I could write a great deal more on this crassly ignorant analysis of the Cab Rank rule, but there is no need to spell it out. Read it and weep.
QC and More than 1 advocate: The position as of 1st April 2013.
5) This is the thoroughly depressing picture as of 1st April HERE. Thanks to Sarah Forshaw QC and Mark Heyward QC for putting it into such readable form.
Defendants right of choice of solicitor to be restricted
6) The proposal contained in draft legislation is to require a defendant in multi-handed cases to choose the same solicitor as his co-defendant unless he/she is able to show a conflict or likely conflict. You can just imagine how many cases are going to implode when a conflict emerges during the course of a trial. Another piece of legislation ensured to cost the tax payer several more million pounds. What stunning incompetence. The regulation is the Criminal Legal Aid ( Determination by a Court and Choice of Representative) Regulations 2013. Find them on the legislation.gov.uk website.
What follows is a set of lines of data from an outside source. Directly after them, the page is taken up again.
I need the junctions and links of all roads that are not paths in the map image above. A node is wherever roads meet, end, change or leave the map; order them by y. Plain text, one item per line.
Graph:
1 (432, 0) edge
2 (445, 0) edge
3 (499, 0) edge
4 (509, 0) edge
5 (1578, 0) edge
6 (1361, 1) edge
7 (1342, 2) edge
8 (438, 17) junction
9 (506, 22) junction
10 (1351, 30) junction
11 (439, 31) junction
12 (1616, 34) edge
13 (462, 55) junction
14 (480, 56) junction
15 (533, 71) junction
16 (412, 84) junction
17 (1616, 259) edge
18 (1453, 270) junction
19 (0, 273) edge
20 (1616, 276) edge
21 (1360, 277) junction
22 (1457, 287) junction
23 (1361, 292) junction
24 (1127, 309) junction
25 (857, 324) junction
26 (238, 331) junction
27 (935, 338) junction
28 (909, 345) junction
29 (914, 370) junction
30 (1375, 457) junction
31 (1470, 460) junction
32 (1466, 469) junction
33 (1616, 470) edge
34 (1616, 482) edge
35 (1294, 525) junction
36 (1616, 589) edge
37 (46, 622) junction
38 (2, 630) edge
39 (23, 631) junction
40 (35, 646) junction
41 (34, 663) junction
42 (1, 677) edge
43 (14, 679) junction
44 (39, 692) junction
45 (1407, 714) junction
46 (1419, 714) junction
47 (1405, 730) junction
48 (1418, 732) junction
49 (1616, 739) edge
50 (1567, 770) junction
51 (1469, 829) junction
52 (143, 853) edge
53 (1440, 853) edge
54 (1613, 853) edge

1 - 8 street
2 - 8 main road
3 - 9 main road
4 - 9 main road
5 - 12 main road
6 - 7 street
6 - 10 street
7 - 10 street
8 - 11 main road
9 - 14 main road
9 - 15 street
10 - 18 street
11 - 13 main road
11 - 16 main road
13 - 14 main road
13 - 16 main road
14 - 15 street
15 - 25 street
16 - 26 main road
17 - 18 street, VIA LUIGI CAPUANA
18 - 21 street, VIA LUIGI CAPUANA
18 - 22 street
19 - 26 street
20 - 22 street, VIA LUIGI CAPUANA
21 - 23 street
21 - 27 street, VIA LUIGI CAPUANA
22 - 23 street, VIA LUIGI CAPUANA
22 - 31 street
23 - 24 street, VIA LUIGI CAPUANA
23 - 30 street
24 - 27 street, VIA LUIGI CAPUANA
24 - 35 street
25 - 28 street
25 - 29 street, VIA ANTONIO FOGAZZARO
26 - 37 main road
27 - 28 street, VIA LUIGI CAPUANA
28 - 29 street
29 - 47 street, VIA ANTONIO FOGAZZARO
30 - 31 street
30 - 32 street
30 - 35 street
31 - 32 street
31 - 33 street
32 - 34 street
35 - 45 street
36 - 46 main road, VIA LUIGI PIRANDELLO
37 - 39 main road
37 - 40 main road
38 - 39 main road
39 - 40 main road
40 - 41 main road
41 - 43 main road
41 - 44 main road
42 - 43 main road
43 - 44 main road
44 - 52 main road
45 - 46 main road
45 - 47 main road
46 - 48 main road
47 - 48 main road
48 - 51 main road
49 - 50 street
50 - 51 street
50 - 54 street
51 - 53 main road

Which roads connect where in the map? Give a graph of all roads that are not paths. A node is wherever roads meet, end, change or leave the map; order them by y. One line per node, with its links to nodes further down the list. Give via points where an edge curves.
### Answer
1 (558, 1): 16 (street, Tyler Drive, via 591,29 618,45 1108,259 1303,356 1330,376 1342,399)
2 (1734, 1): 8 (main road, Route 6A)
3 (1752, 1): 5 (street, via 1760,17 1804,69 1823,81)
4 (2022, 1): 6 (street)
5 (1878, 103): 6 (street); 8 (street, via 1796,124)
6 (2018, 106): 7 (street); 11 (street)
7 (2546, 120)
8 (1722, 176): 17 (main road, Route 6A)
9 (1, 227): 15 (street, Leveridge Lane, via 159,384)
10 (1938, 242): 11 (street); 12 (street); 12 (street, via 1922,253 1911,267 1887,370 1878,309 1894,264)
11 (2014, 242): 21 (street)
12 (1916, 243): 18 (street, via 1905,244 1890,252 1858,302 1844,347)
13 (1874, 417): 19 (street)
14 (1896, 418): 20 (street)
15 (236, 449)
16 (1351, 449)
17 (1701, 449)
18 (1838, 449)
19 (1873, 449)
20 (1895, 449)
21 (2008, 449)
Chambers Membership Direct
7) This initiative is going well and we now have a fully paid up membership of almost 3000. Many chambers are still doing the admin and we hope to have a full compliment by February end. If your chambers has yet to submit the pro forma please gee the up. Pro Forma [here].
Barristers Googling Jurors
8) There has been one report, as far as we know of a barrister goggling a jury. The PCC is considering the practice, although one case does not make a practice. The CBA’s view is that if anyone is tempted to do it, DO NOT.
It is outlawed by our current Code and even if it wasn’t we should not have to be told not to do it.
The codes the practice infringes are as follows:-
a. It would be discreditable to a barrister (Code para.301(a)(i));
b. It would be prejudicial to the administration of justice (Code, para.301(a)(ii)); and
c. It would be likely to diminish public confidence in the legal profession and the administration of justice, or otherwise bring the legal profession into disrepute (Code, para.301(a)(iii)).
Do Right, Fear No One: Comments from your Chairman
9) Our great profession is being dismantled by people who have no understanding of it. The politicians claim that the tax payer will benefit from cost savings. We know that is not true. The bill to the tax payer caused by delays, the result of incompetence, a broken disclosure system and placing the support services in the hands of the private sector far our strips any savings.
Our regulators are people with little or no understanding of the legal profession, whose only raison d’etre appears to ensure their regulatory quango grows fatter off the back of our practice certificate fees. It is the head of the LSB who has declared that referral fees are not a crime but healthy competition and the BSB, who despite over 350 negative responses, which told them in no uncertain terms that the QASA scheme as drafted was not in the public interest, arguments which they accept, are still seeking to impose it on the profession. It is terrifying to think how we have arrived at this position. Can it really be the case that we hand over £6m + to fund the LSB and the BSB and we can do nothing to stop them acting so obviously against the public interest? I do not believe so. Our leaders need to lead and our members need to unite behind them. There can be no excuse now for in action if we are going to protect the public. Once the circuits have met we will be circulating a list of proposed motions with a view to an EGM of the Criminal Bar.